Saturday, December 3, 2011

Joy In The Journey?

I woke up this morning at four with a bad headache. By the time I got a Tylenol and went back to sleep it was after six. I slept really good but when I got up it was after 8:00, my cleaning girl had come and gone because my front door was still locked. I decided I could do it alone and started feeding animals and tried to get my house decorated for Christmas. I would clean as I went along. I do this every year, say "next year I'm not going to put that huge wreath up," "I'm not going to put the swags around the entry way." Well, I did it again, proved that I like to inflict pain on myself. Rich went to work to clean up a job site, so that left me on my own again. All I wanted were the Christmas lights up on my house. Dave started to do it and it began to rain, then he couldn't find any of the lights that actually work, so again no lights. As the day progressed I seemed to become more angry. I bought a little tree to put some purple ornaments on for Kamber. Then I put the crystal ornaments on my little tree in the entry. It seemed like everywhere I looked there were memories of Kamber. I walk outside the front door and there are the purple flowers Rich planted in Kamber's section. The picture hanging on the inside of my door, which is the last family picture that she's in, I will never take it down. Rich got home just in time to hang my wreath, listen to me complain and then off he went to a Stake Conference meeting. Life seems so busy and complicated sometimes I'm ready to throw in the towel. Am I ever going to find peace and joy in this journey I'm on? Maybe I'm focusing on the wrong things. Maybe I'm just tired of being mortal.

Friday, December 2, 2011

It's Beginning To Look Like Christmas

It's beginning to look and feel like Christmas around here. The temps are down in the sixties with a winter storm moving through. I've had my tree up for a week now but haven't put a single ornament on it. It seems like a mood thing for me and I'm trying to get "in the mood." When I was a kid it seemed like forever between Christmas and my birthday, now it seems like we just put all the decorations away and here we go again. There were a couple of boxes that never even made it out of my "stack all" room. My doctor called last week to say all the blood tests were normal. That means I'm not rejecting the metal part of the hip.
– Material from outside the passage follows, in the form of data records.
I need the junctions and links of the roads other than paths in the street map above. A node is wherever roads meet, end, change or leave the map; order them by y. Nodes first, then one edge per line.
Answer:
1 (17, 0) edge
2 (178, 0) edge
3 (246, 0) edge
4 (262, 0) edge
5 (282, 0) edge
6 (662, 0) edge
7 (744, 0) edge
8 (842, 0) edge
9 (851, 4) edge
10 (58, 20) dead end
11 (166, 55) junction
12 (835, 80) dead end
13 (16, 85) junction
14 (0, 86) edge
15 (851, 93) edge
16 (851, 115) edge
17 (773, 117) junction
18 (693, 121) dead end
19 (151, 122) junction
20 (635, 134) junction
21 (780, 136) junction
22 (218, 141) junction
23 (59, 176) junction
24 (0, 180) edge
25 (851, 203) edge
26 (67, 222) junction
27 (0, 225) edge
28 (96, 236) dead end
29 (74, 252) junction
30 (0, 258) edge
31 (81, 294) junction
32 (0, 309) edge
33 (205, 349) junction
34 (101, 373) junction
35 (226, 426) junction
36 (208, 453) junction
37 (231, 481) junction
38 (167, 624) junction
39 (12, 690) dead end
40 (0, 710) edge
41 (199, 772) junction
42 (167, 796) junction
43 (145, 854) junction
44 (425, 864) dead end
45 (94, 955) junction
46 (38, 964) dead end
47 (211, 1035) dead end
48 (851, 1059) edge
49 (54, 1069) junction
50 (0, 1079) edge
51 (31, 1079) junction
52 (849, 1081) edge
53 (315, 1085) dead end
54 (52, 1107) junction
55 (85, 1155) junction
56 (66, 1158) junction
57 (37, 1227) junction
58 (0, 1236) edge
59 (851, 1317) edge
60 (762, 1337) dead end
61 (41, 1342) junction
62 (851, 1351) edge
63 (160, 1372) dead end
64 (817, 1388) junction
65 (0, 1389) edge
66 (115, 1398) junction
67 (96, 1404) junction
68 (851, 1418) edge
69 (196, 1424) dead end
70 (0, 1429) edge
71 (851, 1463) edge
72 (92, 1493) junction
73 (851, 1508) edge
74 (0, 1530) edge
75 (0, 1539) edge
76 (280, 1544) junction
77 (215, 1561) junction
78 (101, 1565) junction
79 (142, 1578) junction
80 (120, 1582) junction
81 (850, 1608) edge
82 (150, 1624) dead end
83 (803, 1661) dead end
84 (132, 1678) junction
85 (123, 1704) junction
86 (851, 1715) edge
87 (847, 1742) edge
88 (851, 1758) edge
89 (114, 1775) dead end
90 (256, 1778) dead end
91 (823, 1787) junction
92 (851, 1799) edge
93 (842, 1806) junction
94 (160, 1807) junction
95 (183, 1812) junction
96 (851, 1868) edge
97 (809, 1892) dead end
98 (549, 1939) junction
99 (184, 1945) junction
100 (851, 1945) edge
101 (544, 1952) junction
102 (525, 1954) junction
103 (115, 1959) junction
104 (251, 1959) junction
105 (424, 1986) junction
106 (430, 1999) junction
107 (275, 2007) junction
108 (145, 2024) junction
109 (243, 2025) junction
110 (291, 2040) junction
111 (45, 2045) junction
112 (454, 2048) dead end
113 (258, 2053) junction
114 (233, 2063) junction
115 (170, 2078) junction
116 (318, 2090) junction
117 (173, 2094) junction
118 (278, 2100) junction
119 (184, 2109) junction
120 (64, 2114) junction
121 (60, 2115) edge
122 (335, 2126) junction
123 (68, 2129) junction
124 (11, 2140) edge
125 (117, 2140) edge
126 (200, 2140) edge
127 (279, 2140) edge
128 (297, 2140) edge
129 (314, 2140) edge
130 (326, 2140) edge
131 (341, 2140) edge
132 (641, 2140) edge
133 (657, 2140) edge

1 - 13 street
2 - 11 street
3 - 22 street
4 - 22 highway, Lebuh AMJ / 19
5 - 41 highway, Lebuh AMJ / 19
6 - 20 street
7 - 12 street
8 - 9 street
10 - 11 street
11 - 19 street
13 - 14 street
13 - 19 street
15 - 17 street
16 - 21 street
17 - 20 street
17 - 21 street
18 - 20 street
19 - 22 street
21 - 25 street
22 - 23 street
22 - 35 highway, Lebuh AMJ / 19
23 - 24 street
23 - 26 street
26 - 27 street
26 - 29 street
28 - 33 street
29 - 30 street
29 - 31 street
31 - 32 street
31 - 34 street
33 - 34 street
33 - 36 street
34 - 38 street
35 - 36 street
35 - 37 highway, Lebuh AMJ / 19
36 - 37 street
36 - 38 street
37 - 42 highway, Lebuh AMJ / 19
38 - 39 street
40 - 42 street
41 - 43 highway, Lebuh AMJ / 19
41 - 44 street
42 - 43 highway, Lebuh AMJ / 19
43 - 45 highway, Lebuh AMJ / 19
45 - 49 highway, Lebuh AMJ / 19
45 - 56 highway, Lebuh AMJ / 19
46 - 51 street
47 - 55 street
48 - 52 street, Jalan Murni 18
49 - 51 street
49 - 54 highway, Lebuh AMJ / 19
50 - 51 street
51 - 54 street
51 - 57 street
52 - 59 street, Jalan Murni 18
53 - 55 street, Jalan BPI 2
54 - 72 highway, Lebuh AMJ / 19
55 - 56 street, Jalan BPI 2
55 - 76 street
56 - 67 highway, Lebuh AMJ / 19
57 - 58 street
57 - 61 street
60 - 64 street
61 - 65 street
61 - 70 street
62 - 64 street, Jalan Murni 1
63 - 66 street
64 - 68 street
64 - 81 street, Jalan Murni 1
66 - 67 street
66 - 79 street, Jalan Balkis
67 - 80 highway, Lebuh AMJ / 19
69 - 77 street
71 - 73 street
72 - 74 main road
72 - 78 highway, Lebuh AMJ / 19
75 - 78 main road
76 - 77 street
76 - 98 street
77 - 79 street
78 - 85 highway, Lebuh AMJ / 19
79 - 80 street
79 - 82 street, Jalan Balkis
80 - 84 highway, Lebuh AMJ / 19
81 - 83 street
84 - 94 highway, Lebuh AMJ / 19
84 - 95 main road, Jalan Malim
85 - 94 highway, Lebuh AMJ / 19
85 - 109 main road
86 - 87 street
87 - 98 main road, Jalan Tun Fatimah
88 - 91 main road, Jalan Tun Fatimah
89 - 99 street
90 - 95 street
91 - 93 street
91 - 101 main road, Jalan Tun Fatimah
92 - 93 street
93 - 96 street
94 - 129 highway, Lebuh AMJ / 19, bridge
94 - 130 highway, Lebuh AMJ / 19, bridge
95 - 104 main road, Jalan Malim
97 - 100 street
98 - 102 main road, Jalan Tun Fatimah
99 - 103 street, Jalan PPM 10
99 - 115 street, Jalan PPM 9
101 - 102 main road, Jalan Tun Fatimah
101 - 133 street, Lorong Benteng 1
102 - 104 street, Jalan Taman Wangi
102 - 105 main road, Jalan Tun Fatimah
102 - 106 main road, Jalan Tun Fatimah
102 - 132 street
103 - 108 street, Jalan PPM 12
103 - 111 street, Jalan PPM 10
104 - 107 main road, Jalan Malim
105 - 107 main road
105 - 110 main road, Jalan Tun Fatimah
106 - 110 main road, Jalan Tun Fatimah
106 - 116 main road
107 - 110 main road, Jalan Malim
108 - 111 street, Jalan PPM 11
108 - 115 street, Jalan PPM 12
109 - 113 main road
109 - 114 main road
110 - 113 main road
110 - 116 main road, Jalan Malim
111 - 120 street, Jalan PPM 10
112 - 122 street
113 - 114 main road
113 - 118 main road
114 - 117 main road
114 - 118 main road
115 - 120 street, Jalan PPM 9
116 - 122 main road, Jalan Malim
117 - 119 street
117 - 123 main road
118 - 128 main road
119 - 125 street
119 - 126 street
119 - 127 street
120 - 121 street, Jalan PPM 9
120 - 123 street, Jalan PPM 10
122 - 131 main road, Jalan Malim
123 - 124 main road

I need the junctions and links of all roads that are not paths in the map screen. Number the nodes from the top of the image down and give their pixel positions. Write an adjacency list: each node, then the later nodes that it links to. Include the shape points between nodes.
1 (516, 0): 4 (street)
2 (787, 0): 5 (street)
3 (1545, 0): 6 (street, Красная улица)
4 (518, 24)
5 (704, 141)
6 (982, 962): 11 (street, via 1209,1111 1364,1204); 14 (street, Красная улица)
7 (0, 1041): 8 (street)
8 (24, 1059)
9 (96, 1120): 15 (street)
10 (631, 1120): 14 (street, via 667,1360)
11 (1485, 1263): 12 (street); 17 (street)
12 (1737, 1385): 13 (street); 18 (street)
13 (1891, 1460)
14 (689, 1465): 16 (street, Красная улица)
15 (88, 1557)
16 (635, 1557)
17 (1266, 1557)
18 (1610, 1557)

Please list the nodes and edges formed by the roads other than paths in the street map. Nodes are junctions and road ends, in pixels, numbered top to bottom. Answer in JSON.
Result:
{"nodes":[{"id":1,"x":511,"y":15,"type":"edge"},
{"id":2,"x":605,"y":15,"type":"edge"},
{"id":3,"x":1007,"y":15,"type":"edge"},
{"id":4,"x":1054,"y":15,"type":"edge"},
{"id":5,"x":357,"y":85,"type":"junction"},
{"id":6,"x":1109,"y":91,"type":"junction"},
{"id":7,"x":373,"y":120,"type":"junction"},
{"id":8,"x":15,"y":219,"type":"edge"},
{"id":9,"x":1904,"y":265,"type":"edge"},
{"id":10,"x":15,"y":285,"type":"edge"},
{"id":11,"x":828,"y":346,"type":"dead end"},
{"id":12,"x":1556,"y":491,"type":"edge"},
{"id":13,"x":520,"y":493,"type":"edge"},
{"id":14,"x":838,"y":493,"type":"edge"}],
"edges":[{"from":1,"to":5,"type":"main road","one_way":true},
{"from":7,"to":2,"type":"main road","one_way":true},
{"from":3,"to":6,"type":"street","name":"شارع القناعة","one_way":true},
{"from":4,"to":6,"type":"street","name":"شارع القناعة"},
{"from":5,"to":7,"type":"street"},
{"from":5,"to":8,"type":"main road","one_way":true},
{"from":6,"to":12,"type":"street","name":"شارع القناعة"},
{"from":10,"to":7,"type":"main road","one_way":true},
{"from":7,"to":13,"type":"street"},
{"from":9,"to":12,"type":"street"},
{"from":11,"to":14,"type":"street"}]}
That's good news, but now I need to find something else to solve my problem. I'm trying to make some lifestyle changes that are really hard for me to do. I know that I have medicated myself with the finer things in life like chocolate, pizza, cheeseburgers, soda and many other unhealthy things. I was told as a young child that my Dad would rather bury me than have me in a bar or drink alcohol. That's what you get when your grandparents were alcoholics. So even though I would never drink alcohol or take drugs I will kill myself with food. So I'm joining a few other family members who are having our own "Biggest Loser" contest and hopefully it will help with my pain. I have noticed that since I've been trying to change some of my eating I'm way more emotional. This is really hard but necessary for my health so I must "gird up my loins, fresh courage take." I think I can do hard things but no comfort food is torture. Hopefully some day I will feel good again and be able to be out of pain and hopefully do things I haven't done in a very long time.